Given records:
===============
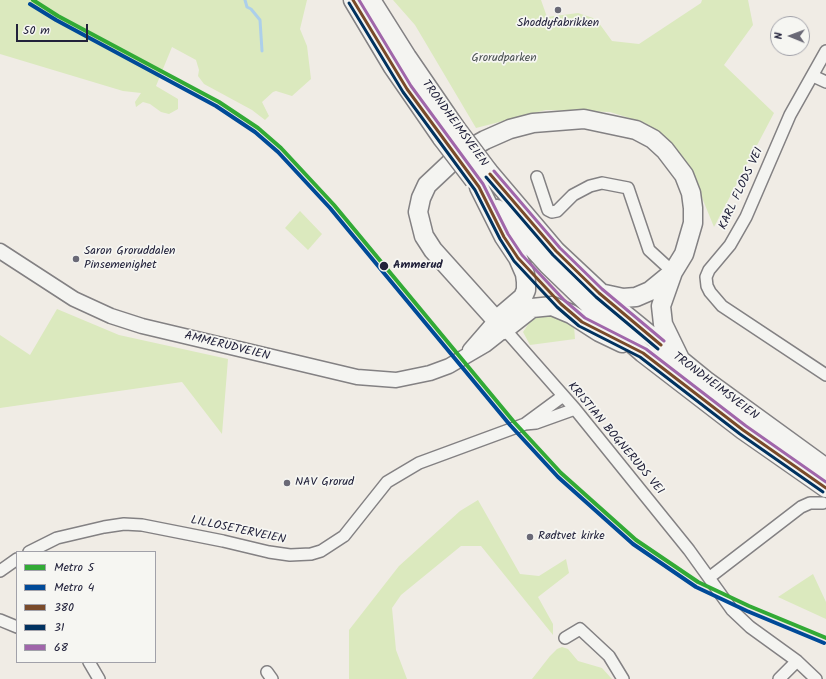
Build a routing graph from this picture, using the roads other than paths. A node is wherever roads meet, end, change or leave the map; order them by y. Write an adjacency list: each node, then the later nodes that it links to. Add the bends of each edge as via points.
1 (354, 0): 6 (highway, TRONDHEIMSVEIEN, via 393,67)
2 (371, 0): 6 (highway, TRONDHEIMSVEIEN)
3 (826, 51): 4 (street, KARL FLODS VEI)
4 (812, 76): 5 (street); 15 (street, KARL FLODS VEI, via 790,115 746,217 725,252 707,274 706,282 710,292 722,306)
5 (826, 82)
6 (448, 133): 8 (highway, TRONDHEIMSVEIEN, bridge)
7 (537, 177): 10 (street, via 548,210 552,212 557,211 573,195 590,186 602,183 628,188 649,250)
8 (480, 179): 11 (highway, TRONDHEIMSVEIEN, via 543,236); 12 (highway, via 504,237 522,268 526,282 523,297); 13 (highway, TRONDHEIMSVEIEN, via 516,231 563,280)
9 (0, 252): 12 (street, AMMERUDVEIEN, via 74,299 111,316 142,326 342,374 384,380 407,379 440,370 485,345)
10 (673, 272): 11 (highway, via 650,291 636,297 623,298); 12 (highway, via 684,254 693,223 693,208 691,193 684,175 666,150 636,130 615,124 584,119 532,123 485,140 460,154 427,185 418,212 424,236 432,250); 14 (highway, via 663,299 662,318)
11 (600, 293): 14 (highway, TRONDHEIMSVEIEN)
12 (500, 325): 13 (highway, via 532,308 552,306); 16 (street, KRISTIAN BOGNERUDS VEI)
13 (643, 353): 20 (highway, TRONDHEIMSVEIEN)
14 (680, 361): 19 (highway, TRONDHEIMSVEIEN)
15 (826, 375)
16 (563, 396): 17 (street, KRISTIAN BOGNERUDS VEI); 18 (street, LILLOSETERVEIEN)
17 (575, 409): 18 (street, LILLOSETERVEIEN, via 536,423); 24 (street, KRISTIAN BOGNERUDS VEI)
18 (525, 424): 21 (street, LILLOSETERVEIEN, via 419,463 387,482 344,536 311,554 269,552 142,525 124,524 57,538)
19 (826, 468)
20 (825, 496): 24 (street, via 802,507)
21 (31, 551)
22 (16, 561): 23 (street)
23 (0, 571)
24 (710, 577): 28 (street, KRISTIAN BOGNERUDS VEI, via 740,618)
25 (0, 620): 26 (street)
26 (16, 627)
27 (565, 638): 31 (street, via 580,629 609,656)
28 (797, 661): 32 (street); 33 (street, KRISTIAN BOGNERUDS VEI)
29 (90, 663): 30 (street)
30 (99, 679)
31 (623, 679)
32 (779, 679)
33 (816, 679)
===============
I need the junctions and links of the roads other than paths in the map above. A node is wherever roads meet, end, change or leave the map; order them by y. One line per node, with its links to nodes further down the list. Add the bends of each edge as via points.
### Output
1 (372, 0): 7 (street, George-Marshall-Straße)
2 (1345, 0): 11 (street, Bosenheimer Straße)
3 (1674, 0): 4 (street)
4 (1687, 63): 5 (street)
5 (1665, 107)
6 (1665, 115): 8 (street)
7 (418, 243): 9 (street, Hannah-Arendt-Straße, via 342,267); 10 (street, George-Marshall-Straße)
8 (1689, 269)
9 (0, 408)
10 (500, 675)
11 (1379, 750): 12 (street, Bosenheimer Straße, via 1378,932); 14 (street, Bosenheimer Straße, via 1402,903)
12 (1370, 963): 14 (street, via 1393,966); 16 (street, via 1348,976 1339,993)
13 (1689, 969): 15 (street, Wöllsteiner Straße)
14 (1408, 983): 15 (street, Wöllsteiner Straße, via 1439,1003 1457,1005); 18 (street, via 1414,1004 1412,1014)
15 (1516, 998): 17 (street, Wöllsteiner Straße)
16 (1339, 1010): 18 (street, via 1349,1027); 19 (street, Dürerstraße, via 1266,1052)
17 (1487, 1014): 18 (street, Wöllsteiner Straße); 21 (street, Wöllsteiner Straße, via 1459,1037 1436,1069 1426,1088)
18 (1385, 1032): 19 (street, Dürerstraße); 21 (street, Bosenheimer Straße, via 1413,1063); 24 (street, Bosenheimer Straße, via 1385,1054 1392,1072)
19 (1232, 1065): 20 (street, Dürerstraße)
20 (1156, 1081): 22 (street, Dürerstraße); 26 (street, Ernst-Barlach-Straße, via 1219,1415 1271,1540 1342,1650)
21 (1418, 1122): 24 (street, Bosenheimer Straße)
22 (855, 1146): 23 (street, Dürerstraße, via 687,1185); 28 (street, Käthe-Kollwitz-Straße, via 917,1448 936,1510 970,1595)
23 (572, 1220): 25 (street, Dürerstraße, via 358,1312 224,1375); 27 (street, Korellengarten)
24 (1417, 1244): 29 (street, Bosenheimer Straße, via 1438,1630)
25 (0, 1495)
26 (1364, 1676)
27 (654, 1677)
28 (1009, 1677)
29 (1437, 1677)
===============
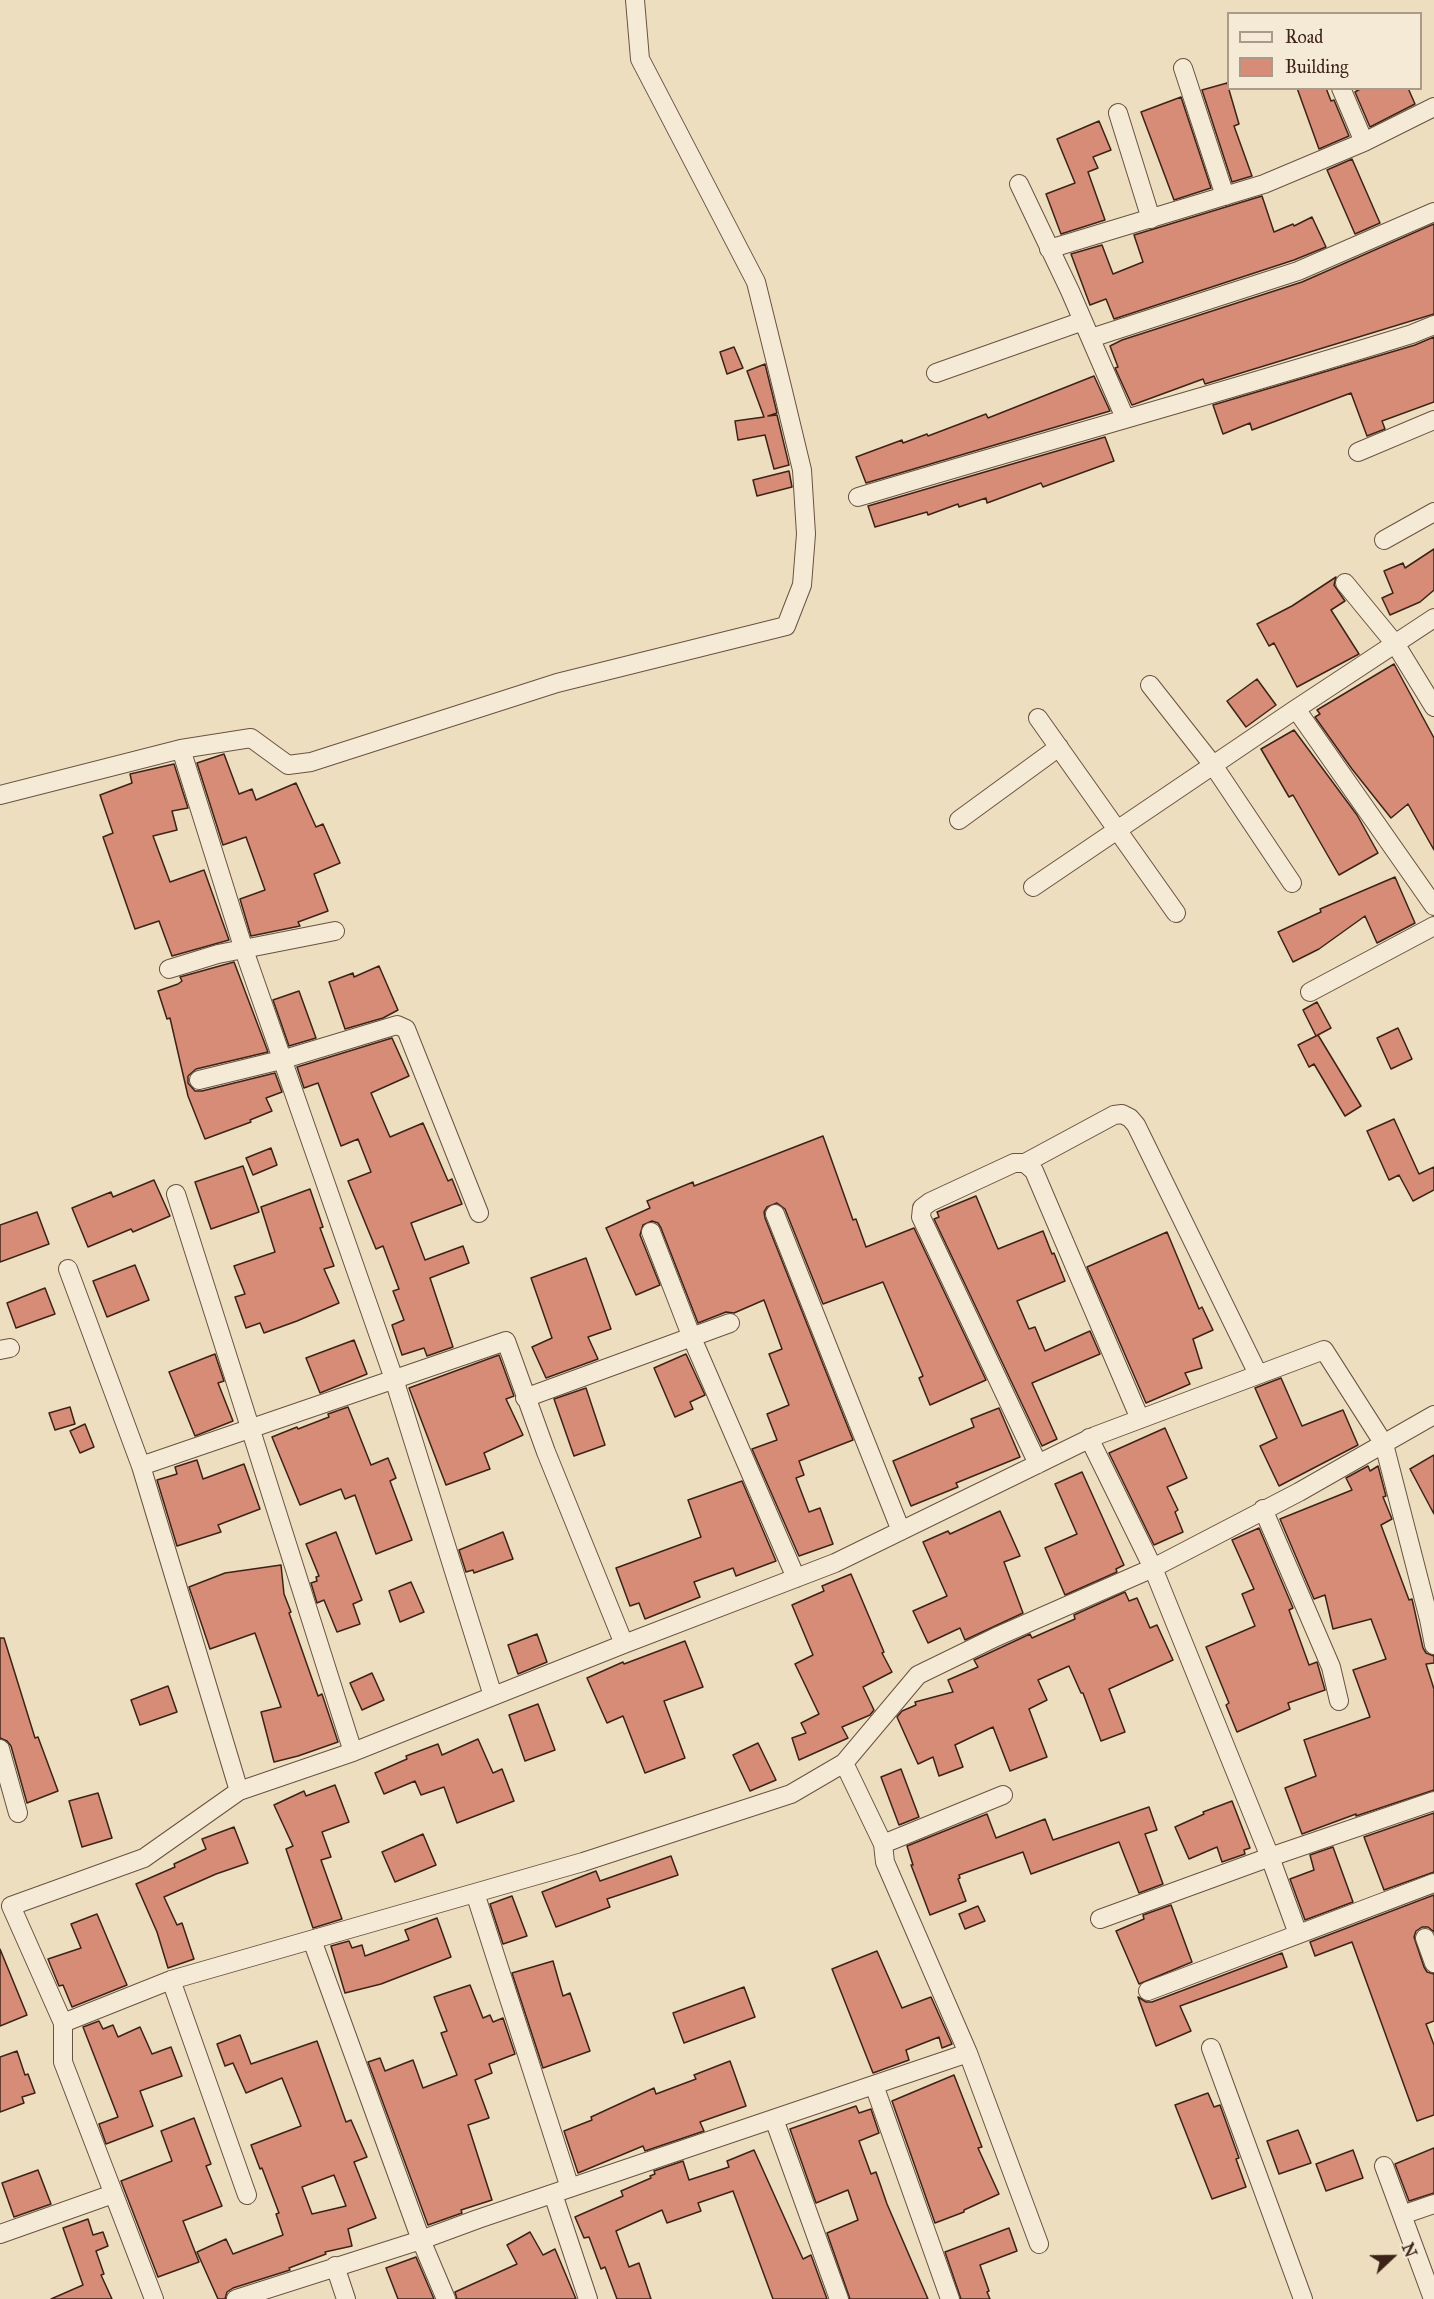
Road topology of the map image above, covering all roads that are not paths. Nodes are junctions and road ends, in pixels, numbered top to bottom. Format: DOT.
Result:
===============
Task to carry out:
Search the listing for the string "above". Copy each line where it turns up.

Written response:
I need the junctions and links of the roads other than paths in the map above. A node is wherever roads meet, end, change or leave the map; order them by y. One line per node, with its links to nodes further down the list. Add the bends of each edge as via points.
Road topology of the map image above, covering all roads that are not paths. Nodes are junctions and road ends, in pixels, numbered top to bottom. Format: DOT.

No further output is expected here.